President Barack Obama went to Boston to put his arms around the concentric circles of the injured, the families of the victims, the first responders, marathoners, Bostonians and Americans. In his role as consoler-in-chief he said:
"We will all be with you as you learn to stand and walk and, yes, run again. Of that I have no doubt. You will run again. You will run again."
The president's expression of solidarity is deeply moving. Yet his battle cry for resiliency and recovery caught our attention. Does it really help a young person who just lost his legs to hear this? How were his words received by the wider American audience of people with disabilities, including the thousands of injured veterans of the Iraq and Afghanistan wars and their families?
As Barbara Ehrenreich and others have written, American culture has a strong streak of not only optimism but "Pollyana-ism."
Consider the popularity of "The Secret," which suggests that positive thinking leads to health and good fortune. Positive psychology has influenced health research as well. Studies in rehabilitation psychology show that people who express more optimism and hope early in their recovery, work harder in physical therapy during the immediate six months post injury.
However, coping in the short run and long-run adaptation are not the same thing. Outside the glare of the hospital lights, past the six-month sojourn in the supportive world of a rehabilitation facility, people come home alone to able-bodied families and communities.
Often, they feel terrible isolation, difference and despair about what they've lost. What do we say when the people we care for are not feeling so hopeful?
Interviews with people several years after a significant health loss suggest that ongoing pressure to put on a good face for their loved ones, their community and the public results in feeling isolated and numb.

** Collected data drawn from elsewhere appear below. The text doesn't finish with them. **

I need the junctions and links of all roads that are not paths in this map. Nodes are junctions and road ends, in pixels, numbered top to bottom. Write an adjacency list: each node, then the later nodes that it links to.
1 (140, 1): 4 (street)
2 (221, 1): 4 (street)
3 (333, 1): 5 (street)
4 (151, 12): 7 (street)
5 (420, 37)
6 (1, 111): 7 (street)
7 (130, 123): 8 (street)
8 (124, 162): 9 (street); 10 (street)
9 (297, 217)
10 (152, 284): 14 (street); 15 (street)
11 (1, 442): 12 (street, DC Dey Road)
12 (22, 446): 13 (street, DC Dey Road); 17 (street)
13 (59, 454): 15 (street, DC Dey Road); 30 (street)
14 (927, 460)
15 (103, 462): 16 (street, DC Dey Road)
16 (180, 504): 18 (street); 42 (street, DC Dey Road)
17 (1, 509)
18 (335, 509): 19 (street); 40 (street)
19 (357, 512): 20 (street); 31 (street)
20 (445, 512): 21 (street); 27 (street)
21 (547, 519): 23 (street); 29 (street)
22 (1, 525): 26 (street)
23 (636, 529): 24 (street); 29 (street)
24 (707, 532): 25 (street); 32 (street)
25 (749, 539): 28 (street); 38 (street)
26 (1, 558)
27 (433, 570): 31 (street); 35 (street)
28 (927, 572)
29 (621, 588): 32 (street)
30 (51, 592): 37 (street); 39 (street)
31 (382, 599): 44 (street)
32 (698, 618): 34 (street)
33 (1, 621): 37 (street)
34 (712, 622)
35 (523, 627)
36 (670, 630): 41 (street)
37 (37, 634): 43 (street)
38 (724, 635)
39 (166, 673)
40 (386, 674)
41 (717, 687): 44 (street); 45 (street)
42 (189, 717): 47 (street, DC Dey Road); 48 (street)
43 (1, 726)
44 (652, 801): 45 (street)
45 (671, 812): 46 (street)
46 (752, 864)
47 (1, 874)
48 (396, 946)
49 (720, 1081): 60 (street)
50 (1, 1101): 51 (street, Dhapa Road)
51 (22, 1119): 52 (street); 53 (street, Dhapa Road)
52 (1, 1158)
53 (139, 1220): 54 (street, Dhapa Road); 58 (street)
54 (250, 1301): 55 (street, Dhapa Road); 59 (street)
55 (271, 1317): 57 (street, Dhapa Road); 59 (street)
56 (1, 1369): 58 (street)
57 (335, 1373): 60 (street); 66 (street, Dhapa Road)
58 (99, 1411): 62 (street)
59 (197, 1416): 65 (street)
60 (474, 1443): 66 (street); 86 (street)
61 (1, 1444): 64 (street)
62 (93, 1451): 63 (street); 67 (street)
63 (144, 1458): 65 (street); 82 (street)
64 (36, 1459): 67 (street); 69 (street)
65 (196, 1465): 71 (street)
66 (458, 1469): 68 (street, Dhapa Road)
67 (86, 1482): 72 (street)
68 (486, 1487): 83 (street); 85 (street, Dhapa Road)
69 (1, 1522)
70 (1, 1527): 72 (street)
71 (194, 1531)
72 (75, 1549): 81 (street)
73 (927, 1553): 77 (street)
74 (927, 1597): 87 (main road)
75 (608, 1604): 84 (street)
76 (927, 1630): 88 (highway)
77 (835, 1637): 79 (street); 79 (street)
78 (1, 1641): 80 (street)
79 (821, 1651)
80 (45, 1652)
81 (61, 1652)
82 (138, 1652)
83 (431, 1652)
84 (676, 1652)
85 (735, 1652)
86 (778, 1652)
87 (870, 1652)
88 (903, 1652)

It is only when stoic coping hits a bump and the disabled person somehow begins to grieve -- including feelings of anger and despair -- that his or her feelings of emotional aliveness fully return. It turns out that, in the long run, Pollyana-ism is a threat to recovering a genuinely good quality of life.
So let's not exhort the people whose lives were forever changed at the finish line in Boston to be positive, to be heroic. We need to be open to their grieving and uncertainty. This is especially challenging for family members, perhaps because they are often struggling to suppress their own grief in an attempt to be supportive. Yet so long as the caregiver recognizes that she and the injured person are not feeling the same thing, shedding tears is likely to make everyone feel better.
Empathetic listening begins with recognizing that no one ever knows exactly how another person feels -- we teach medical students to avoid saying to patients: "I know how you feel." We should similarly encourage family and friends to encourage the person recovering from a traumatic loss to talk more about the experience: "Tell me what I'm missing."
In addition to listening, interviews with people demonstrate that we must improve the social conditions for including people with disabilities. A meaningful job and the feeling of belonging help return a sense of identity to the person.
Some of the runners injured April 15 will run again, some won't because they can't or because they choose not to. But they will find new purpose. What is right about Obama's words is that there are important connections between what is lost and what is found: the runners will not forget their marathon days; veterans will not forget the friends they've lost. History hurts, yet to deny that hurt is even worse. As individuals, too, our grief for what we've lost bestows value on new opportunities for living a good life.
Speaking of our collective grief over the death of 8-year-old Martin Richard, Obama movingly said: "our hearts are broken." What might we say in solidarity with the injured? "Our hearts are torn." There will be repair, but there will be scars of remembrance. Others can moralize about how scars might strengthen, our intent is therapeutic rather than moralistic. We need to make room for the injured to grieve even as we work together to ensure their full inclusion in American life.
Jodi Halpern, MD, is author of "From Detached Concern to Empathy: Humanizing Medical Practice." She is an associate professor of bioethics at UC Berkeley. Amy Slater, JD, is a lecturer at Goldman School of Public Policy at UC Berkeley.